Once the above documents are filed and served on the proposed Guardian ad litem, they would enter an Appearance and the attorney or attorneys for the applicants would apply for a date for the hearing to appoint the Guardian. On the hearing date, the attorney would appear and an Order for the appointment of the Guardian would be made.

It is important to note that, although not set out in the Adoption Act or the Rules, practice requires that if the proposed adoption involves a foreign child, the documents must be served on the Attorney General’s office. The reason for this is that an adoption of a non Bahamian child by Bahamian parents automatically grants Bahamian citizenship to the child. Therefore, the Attorney General is usually very anxious to confirm that the adoption is not a fraud.

In most cases where children are being adopted from one of the hostels (listed in Adoption in The Bahamas Part I) or if Social Services are involved then the Director of Social Services is appointed as the Guardian ad litem. In private adoptions, normally attorneys or other professionals are appointed.

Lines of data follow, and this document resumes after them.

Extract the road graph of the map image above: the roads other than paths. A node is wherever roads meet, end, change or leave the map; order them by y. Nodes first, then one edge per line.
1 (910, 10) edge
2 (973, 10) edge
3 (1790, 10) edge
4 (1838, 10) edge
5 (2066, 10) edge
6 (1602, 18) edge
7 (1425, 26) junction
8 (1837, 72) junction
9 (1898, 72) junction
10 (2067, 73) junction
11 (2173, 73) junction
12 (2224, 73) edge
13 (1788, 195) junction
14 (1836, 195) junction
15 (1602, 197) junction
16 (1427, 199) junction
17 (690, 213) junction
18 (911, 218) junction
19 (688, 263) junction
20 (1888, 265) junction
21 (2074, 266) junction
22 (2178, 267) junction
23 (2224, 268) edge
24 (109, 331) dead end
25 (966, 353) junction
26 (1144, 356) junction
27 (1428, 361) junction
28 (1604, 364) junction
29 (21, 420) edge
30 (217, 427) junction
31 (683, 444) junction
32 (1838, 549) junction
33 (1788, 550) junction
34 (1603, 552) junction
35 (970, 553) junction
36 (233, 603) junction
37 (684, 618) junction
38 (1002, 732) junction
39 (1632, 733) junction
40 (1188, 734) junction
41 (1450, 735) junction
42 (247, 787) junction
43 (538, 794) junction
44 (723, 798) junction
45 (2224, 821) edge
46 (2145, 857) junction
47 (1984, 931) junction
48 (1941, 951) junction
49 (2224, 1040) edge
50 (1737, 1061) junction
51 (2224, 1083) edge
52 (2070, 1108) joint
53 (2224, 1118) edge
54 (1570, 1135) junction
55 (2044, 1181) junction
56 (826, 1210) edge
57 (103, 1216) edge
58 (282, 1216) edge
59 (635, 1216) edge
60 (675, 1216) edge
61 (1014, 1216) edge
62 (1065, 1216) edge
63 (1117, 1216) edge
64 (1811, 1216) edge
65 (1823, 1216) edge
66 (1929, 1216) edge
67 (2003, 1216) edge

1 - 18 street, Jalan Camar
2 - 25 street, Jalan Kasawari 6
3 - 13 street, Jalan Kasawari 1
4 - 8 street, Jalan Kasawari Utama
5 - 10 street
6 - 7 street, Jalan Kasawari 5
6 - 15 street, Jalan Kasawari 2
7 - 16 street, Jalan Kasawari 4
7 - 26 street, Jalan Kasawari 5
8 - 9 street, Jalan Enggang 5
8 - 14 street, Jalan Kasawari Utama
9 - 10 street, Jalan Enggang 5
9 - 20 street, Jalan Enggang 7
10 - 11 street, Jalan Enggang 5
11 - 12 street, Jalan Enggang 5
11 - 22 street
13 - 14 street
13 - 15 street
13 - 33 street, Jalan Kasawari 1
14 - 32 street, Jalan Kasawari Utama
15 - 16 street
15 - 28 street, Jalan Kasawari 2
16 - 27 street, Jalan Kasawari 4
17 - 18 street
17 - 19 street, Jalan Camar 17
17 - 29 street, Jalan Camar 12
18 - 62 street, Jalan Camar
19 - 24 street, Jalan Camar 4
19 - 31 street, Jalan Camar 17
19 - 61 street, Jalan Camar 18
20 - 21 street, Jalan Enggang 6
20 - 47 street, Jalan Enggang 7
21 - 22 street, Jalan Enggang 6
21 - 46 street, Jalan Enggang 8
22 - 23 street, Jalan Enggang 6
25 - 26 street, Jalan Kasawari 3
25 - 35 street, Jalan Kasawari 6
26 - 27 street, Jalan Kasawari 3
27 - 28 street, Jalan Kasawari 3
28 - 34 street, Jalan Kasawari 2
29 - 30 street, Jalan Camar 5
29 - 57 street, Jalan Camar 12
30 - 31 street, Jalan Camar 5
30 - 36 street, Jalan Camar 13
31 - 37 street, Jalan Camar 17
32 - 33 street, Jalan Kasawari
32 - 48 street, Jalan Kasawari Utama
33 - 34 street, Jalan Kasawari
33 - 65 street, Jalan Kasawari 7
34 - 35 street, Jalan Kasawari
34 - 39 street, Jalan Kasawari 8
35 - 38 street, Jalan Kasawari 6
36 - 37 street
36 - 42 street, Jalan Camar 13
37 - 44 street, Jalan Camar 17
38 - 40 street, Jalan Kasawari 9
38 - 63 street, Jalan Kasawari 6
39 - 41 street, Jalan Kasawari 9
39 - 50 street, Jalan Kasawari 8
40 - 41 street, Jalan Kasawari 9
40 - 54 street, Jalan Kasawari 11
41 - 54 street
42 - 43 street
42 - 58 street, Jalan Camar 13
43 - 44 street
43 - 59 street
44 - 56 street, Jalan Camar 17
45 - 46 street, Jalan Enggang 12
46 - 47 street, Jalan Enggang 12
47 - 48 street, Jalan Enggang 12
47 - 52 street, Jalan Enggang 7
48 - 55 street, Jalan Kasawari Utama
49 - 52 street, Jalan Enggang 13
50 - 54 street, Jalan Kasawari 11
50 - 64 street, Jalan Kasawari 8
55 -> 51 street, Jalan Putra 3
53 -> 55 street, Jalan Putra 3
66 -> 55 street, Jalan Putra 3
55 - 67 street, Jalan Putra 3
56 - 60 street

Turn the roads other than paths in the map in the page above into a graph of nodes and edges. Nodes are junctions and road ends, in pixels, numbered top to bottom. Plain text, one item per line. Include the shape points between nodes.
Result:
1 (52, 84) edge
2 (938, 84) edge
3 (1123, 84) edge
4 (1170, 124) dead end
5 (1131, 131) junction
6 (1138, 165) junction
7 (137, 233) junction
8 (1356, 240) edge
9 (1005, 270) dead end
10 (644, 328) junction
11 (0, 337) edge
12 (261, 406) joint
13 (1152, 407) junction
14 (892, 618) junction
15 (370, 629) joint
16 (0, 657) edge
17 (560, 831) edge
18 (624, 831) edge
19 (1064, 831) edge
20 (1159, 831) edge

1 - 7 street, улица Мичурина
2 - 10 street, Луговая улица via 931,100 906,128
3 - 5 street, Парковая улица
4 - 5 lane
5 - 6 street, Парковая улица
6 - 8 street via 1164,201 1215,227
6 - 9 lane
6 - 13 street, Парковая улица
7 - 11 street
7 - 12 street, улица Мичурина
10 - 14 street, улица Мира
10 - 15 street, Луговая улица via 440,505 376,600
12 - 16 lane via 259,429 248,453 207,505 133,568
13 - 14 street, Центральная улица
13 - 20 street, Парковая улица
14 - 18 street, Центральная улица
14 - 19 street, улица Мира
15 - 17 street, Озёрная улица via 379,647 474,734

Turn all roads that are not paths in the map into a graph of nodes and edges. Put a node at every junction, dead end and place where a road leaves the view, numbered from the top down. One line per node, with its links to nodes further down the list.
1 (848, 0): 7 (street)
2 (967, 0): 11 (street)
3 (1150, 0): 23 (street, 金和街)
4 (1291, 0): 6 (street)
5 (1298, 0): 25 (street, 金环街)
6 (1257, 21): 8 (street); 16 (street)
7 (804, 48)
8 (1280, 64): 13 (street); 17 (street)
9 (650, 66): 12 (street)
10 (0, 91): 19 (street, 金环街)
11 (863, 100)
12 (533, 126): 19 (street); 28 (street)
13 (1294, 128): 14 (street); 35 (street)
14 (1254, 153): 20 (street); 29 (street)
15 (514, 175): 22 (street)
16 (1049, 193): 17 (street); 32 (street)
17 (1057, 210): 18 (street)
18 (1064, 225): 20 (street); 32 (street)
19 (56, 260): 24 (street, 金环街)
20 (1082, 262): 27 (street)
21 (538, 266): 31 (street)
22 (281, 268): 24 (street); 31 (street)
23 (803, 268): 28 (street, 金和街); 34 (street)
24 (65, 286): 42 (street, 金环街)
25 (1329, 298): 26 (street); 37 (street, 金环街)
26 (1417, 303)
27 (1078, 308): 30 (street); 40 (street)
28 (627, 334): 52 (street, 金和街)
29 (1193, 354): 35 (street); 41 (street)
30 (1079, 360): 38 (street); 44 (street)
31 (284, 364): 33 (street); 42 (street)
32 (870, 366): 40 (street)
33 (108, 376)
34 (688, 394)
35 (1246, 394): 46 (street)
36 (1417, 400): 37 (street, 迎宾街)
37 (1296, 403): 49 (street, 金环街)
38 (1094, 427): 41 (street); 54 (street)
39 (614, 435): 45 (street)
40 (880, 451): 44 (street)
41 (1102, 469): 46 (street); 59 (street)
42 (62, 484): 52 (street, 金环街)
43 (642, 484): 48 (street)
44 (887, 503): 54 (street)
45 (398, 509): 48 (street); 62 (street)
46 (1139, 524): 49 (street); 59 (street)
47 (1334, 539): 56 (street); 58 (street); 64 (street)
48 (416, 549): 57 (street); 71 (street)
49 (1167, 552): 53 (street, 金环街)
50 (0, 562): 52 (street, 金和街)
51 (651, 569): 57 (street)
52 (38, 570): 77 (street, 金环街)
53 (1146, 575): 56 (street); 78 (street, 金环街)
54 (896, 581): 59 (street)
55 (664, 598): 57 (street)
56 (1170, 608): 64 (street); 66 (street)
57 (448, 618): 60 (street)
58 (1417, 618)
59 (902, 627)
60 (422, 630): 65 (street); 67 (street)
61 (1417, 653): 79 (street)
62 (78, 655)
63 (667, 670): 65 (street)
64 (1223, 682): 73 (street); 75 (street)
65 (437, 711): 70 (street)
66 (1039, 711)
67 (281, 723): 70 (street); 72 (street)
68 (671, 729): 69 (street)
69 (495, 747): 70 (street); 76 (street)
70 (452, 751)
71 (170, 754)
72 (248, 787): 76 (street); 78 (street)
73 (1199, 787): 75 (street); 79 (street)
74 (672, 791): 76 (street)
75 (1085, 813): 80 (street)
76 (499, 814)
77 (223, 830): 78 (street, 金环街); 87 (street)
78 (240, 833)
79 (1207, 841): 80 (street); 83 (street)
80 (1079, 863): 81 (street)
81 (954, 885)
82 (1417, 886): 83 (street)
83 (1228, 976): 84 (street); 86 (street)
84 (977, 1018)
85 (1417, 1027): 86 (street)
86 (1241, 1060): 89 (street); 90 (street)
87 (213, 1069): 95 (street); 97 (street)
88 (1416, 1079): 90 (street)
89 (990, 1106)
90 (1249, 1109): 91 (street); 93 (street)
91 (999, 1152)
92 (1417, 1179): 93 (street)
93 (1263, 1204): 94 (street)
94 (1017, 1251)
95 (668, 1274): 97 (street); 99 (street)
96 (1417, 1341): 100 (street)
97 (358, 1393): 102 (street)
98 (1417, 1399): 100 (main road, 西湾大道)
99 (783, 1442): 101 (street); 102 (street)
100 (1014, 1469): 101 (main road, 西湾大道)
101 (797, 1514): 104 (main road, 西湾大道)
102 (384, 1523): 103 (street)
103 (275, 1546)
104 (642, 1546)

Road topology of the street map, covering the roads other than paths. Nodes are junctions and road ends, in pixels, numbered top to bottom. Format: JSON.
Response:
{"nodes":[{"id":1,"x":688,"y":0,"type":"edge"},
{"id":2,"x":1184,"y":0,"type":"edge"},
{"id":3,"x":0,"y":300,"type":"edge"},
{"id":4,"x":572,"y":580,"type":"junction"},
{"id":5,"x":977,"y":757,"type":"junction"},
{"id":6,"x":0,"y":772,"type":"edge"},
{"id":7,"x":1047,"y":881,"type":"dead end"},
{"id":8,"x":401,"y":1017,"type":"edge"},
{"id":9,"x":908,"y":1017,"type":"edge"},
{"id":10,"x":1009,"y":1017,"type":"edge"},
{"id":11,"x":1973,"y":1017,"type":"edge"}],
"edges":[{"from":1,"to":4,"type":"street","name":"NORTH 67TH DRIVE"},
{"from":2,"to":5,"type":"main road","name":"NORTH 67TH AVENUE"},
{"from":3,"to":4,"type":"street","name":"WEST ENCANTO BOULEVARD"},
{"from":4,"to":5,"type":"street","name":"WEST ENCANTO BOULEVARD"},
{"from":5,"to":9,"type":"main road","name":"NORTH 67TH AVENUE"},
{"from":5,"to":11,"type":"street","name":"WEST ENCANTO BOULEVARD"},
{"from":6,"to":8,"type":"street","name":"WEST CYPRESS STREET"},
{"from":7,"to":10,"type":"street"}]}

Once the Guardian ad litem is appointed by the Court, home visits are made and the Guardian is required to make a report indicating whether or not the application is supported and ought to be granted by the Court as it is in the best interest of the child. After the Guardian’s report is completed, it is filed and a second application is made to the Court for the hearing of the actual adoption. The Judge reviews the report, addressing any concerns or questions he/she may have. Further, if the child is foreign, the Attorney General’s office addresses the Court as to whether the adoption should be granted or not.

Lastly, if the Judge is satisfied that the correct procedure has been followed and that the adoption is in fact in the best interest of the child, the adoption order is made. This final order is sent to the Register of Records so that the entry can be made in the Adoption Children Registrar at the Registry.

The information stated above is not intended to be construed as legal advice in anyway.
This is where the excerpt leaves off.